Skeletal and Joint Abnormalities[edit | edit source]

- Joint hypermobility: Increased flexibility of the joints can lead to early-onset arthritis. - Spondyloepiphyseal dysplasia: Abnormal development of the vertebrae and epiphyses can result in short stature and other skeletal issues.

Craniofacial Abnormalities[edit | edit source]

- Pierre Robin sequence: A combination of a small lower jaw (micrognathia), a tongue that is placed further back than normal (glossoptosis), and cleft palate. - Flat facial profile: Due to underdevelopment of the midface.

Diagnosis[edit | edit source]

Diagnosis of Stickler syndrome, type 1, is based on clinical evaluation, family history, and genetic testing to identify mutations in the COL2A1 gene. Ophthalmologic, audiologic, and orthopedic assessments are crucial for a comprehensive evaluation.

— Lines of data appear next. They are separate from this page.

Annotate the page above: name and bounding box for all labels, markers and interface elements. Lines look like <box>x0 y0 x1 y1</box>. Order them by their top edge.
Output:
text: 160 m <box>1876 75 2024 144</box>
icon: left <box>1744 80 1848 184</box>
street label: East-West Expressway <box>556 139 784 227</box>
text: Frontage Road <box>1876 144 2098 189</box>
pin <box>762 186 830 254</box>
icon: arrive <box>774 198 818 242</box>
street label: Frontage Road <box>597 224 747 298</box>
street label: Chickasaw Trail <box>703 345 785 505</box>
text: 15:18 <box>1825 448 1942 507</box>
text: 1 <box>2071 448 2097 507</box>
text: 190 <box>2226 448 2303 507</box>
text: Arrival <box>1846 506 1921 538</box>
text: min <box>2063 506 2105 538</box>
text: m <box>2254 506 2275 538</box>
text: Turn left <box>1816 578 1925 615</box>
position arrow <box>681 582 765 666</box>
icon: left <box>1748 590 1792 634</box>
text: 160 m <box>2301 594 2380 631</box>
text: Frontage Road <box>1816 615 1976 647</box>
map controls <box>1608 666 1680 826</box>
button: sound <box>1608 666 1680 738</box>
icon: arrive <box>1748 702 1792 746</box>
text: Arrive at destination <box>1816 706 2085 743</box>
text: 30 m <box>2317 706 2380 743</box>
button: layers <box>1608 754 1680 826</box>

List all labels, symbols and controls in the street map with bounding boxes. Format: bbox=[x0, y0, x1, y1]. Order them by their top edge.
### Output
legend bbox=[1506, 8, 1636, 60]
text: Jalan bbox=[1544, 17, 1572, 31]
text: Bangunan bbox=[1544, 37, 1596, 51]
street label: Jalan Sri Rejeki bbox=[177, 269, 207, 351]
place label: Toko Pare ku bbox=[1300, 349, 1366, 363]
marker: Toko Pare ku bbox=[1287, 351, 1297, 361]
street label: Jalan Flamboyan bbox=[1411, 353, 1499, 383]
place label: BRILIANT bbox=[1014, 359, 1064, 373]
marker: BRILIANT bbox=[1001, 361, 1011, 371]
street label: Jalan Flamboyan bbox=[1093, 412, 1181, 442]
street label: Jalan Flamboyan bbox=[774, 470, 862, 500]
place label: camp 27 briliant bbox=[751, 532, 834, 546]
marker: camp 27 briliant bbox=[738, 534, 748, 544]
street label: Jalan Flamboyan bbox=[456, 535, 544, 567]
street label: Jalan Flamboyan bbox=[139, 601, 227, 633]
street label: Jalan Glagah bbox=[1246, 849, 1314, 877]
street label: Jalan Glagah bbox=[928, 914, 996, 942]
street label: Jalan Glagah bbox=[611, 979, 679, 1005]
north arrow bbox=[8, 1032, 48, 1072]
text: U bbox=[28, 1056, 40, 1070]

Management[edit | edit source]

Management of Stickler syndrome, type 1, is symptomatic and supportive. It may include: - Regular eye examinations: To monitor and treat myopia, cataracts, and prevent retinal detachment. - Hearing aids: To address hearing loss. - Orthopedic interventions: Physical therapy and, in some cases, surgery to manage joint problems. - Speech therapy and surgical interventions: For cleft palate and associated speech difficulties.

Prognosis[edit | edit source]

The prognosis for individuals with Stickler syndrome, type 1, varies depending on the severity of symptoms and the effectiveness of management strategies. Early diagnosis and intervention can improve quality of life and prevent complications.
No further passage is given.